#### Material provided:
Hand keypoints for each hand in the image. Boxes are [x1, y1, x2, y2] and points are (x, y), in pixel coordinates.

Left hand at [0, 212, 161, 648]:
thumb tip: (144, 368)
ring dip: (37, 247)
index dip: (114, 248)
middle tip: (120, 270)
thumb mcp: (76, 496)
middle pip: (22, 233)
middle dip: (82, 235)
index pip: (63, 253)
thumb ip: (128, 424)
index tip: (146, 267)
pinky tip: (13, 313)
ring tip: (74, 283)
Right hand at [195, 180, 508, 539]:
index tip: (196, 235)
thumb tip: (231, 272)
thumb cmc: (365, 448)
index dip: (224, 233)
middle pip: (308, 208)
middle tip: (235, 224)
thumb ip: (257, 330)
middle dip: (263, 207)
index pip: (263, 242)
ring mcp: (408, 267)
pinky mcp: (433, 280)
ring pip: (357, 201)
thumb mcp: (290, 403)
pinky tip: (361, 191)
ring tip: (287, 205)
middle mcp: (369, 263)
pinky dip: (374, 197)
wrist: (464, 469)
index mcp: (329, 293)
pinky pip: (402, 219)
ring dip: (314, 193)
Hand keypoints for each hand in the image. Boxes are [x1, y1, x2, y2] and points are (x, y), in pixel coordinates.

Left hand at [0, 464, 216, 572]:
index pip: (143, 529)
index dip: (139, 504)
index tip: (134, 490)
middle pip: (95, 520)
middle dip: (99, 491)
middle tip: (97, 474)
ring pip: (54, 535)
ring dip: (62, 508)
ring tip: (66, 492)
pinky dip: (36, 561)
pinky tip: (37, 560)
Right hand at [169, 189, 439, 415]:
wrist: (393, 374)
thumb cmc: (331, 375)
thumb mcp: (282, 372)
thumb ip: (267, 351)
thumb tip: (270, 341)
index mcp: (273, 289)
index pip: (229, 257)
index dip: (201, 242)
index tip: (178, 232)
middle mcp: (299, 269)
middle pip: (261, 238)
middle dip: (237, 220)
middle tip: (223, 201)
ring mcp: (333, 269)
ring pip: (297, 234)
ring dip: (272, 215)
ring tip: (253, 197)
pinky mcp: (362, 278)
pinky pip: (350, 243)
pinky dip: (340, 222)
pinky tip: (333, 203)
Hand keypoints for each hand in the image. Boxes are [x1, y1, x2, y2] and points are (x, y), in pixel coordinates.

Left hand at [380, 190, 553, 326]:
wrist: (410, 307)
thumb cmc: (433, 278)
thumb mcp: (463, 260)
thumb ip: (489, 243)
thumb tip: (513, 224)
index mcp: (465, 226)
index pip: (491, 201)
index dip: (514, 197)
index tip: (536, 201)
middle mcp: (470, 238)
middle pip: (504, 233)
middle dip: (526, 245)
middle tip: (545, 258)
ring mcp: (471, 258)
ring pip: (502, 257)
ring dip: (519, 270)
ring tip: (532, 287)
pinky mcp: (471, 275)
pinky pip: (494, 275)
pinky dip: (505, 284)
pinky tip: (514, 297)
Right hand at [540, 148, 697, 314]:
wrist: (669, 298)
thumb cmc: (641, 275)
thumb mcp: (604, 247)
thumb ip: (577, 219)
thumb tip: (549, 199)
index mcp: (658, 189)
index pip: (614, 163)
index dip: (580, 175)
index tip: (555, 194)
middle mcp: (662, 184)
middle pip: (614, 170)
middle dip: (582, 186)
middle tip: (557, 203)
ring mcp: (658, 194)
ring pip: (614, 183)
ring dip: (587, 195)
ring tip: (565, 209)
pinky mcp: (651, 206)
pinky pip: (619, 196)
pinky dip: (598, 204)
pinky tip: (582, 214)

#### Required action:
Your answer should consist only of the lines above between the line holding "thumb tip: (231, 272)" and the line holding "middle dip: (99, 491)", inclusive, each transcribed exactly.

#### Answer:
thumb tip: (231, 272)
thumb cmc: (365, 448)
index dip: (224, 233)
middle pip: (308, 208)
middle tip: (235, 224)
thumb ip: (257, 330)
middle dip: (263, 207)
index pip: (263, 242)
ring mcp: (408, 267)
pinky mcp: (433, 280)
ring pip: (357, 201)
thumb mcp: (290, 403)
pinky tip: (361, 191)
ring tip: (287, 205)
middle mcp: (369, 263)
pinky dip: (374, 197)
wrist: (464, 469)
index mcp: (329, 293)
pinky pip: (402, 219)
ring dip: (314, 193)
Hand keypoints for each hand in the image. Boxes are [x1, y1, x2, y2] and points are (x, y), in pixel coordinates.

Left hand at [0, 464, 216, 572]:
index pip: (143, 529)
index dip: (139, 504)
index tip: (134, 490)
middle pip: (95, 520)
middle dip: (99, 491)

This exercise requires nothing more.